Your objective: Lines with the word "middle" in them are the ones to copy from the records.

Bounding box coordinate data:
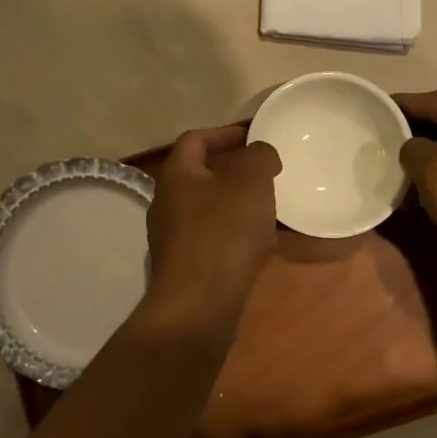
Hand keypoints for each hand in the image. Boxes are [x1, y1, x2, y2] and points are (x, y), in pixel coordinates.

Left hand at [142, 124, 280, 344]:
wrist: (198, 305)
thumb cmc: (224, 233)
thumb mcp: (251, 182)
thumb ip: (259, 157)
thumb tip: (260, 153)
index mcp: (177, 174)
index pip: (196, 139)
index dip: (226, 133)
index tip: (254, 136)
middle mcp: (167, 202)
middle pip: (202, 175)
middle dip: (235, 171)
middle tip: (266, 173)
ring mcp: (172, 237)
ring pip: (210, 209)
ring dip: (238, 205)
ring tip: (269, 208)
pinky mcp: (184, 266)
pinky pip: (214, 239)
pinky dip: (236, 235)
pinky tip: (262, 245)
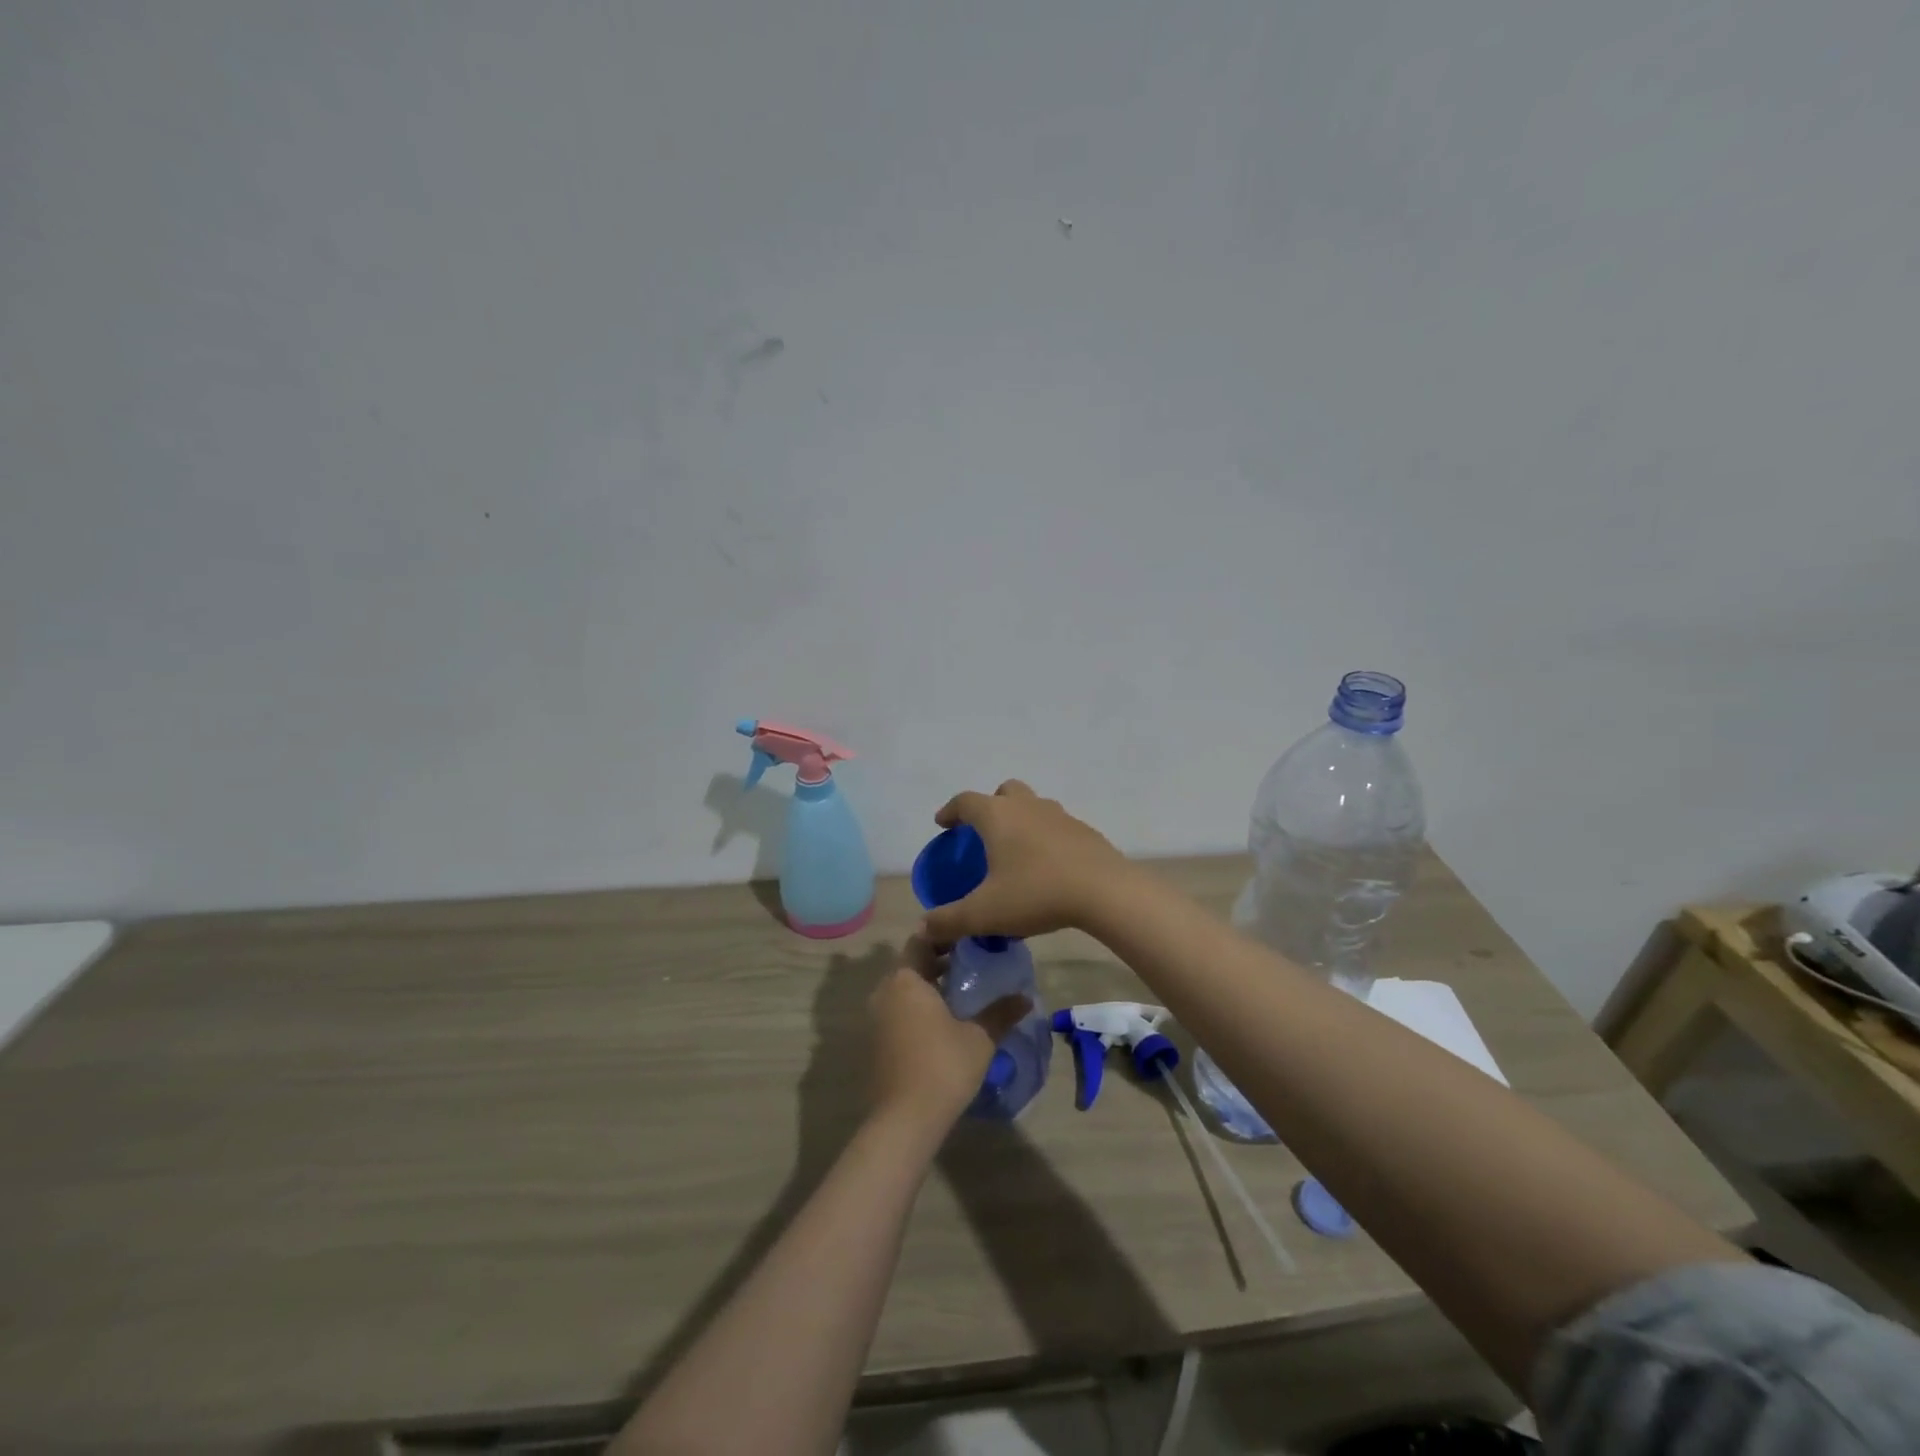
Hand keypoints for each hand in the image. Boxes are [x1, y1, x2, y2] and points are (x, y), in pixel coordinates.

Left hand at [867, 937, 1029, 1131]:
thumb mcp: (980, 1038)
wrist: (904, 1120)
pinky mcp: (876, 1040)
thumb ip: (1001, 1013)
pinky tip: (944, 1020)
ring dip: (928, 985)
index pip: (920, 940)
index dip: (943, 935)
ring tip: (962, 990)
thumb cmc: (943, 1067)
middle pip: (911, 964)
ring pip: (904, 988)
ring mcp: (876, 1017)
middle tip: (971, 961)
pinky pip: (898, 1009)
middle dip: (938, 960)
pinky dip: (918, 1006)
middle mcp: (885, 991)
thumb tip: (1026, 998)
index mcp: (906, 980)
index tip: (968, 936)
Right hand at [922, 781, 1136, 942]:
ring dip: (1020, 820)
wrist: (1104, 891)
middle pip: (1004, 792)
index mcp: (997, 816)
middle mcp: (1027, 806)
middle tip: (983, 833)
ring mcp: (1059, 815)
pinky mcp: (1084, 831)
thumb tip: (922, 928)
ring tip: (1016, 851)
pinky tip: (1047, 866)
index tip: (943, 825)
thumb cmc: (1036, 893)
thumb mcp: (985, 913)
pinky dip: (1045, 837)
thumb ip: (949, 920)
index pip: (965, 801)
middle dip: (990, 806)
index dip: (950, 811)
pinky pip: (1056, 826)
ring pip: (1033, 806)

Output of the exercise:
middle mcp: (167, 202)
middle pip: (202, 175)
middle dip: (235, 171)
middle tip: (266, 173)
middle pip: (911, 964)
middle tip: (971, 961)
middle dip: (938, 960)
middle mcp: (885, 991)
middle pip: (1004, 792)
middle mcp: (1027, 806)
middle tip: (983, 833)
middle dip: (990, 806)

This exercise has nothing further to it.